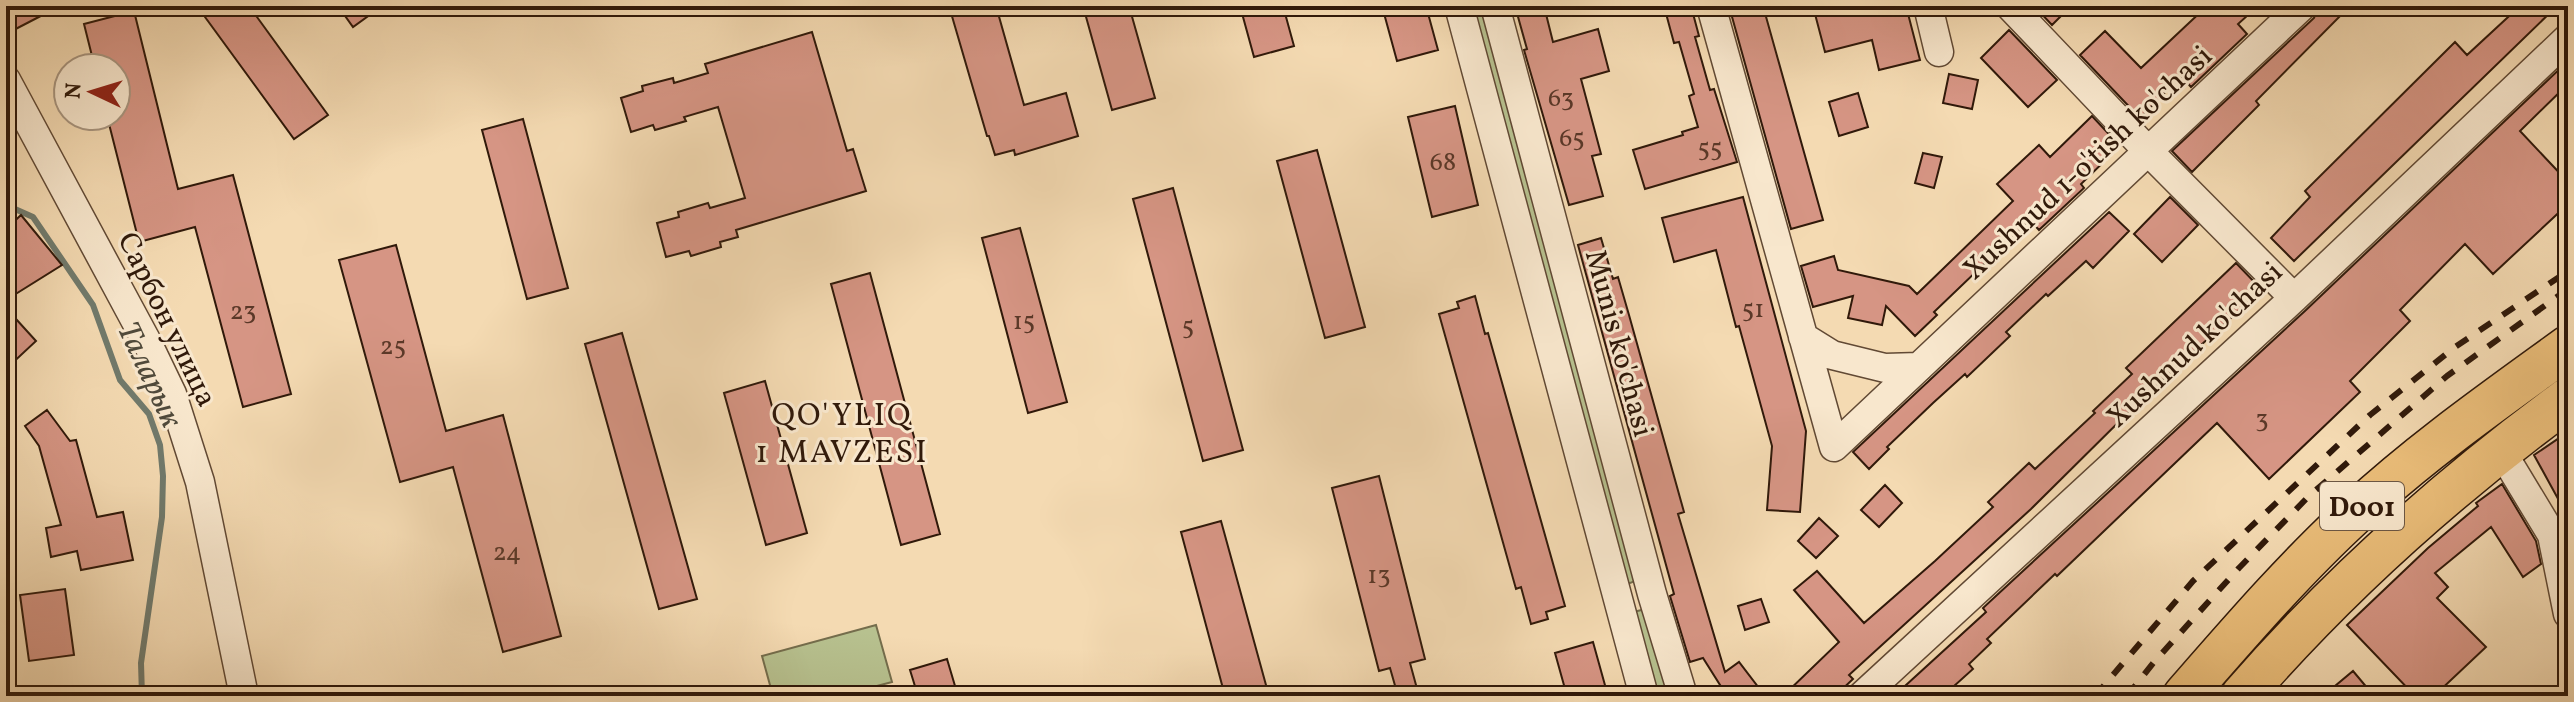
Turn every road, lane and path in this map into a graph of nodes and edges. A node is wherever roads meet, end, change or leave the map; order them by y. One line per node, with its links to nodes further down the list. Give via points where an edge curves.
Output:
1 (1459, 6): 18 (street)
2 (1495, 6): 17 (street, Munis ko'chasi)
3 (1711, 6): 12 (street, Xushnud 1-o'tish ko'chasi)
4 (1928, 6): 8 (street)
5 (2010, 6): 10 (street)
6 (2302, 6): 10 (street, Xushnud 1-o'tish ko'chasi)
7 (2568, 38): 11 (street, Xushnud ko'chasi)
8 (1939, 52)
9 (7, 81): 20 (street, Сарбон улица, via 172,394 200,482)
10 (2148, 151): 11 (street); 14 (street, Xushnud 1-o'tish ko'chasi)
11 (2294, 298): 23 (street, Xushnud ko'chasi)
12 (1803, 337): 14 (street, via 1832,355 1885,368); 14 (street, Xushnud 1-o'tish ko'chasi, via 1834,447)
13 (2568, 347): 24 (highway, D001, via 2451,431 2354,513)
14 (1919, 367)
15 (2568, 399): 16 (highway, D001)
16 (2500, 449): 19 (street, via 2552,535); 25 (highway, D001, via 2391,541)
17 (1652, 594): 18 (street); 22 (street, Munis ko'chasi)
18 (1619, 605): 21 (street)
19 (2568, 614)
20 (244, 696)
21 (1644, 696)
22 (1683, 696)
23 (1862, 696)
24 (2184, 696)
25 (2242, 696)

PROBLEM STATEMENT: Copy the records exactly as they appear, leaving every picture out.

SOLUTION FOR THIS PROBLEM:
Turn every road, lane and path in this map into a graph of nodes and edges. A node is wherever roads meet, end, change or leave the map; order them by y. One line per node, with its links to nodes further down the list. Give via points where an edge curves.
Output:
1 (1459, 6): 18 (street)
2 (1495, 6): 17 (street, Munis ko'chasi)
3 (1711, 6): 12 (street, Xushnud 1-o'tish ko'chasi)
4 (1928, 6): 8 (street)
5 (2010, 6): 10 (street)
6 (2302, 6): 10 (street, Xushnud 1-o'tish ko'chasi)
7 (2568, 38): 11 (street, Xushnud ko'chasi)
8 (1939, 52)
9 (7, 81): 20 (street, Сарбон улица, via 172,394 200,482)
10 (2148, 151): 11 (street); 14 (street, Xushnud 1-o'tish ko'chasi)
11 (2294, 298): 23 (street, Xushnud ko'chasi)
12 (1803, 337): 14 (street, via 1832,355 1885,368); 14 (street, Xushnud 1-o'tish ko'chasi, via 1834,447)
13 (2568, 347): 24 (highway, D001, via 2451,431 2354,513)
14 (1919, 367)
15 (2568, 399): 16 (highway, D001)
16 (2500, 449): 19 (street, via 2552,535); 25 (highway, D001, via 2391,541)
17 (1652, 594): 18 (street); 22 (street, Munis ko'chasi)
18 (1619, 605): 21 (street)
19 (2568, 614)
20 (244, 696)
21 (1644, 696)
22 (1683, 696)
23 (1862, 696)
24 (2184, 696)
25 (2242, 696)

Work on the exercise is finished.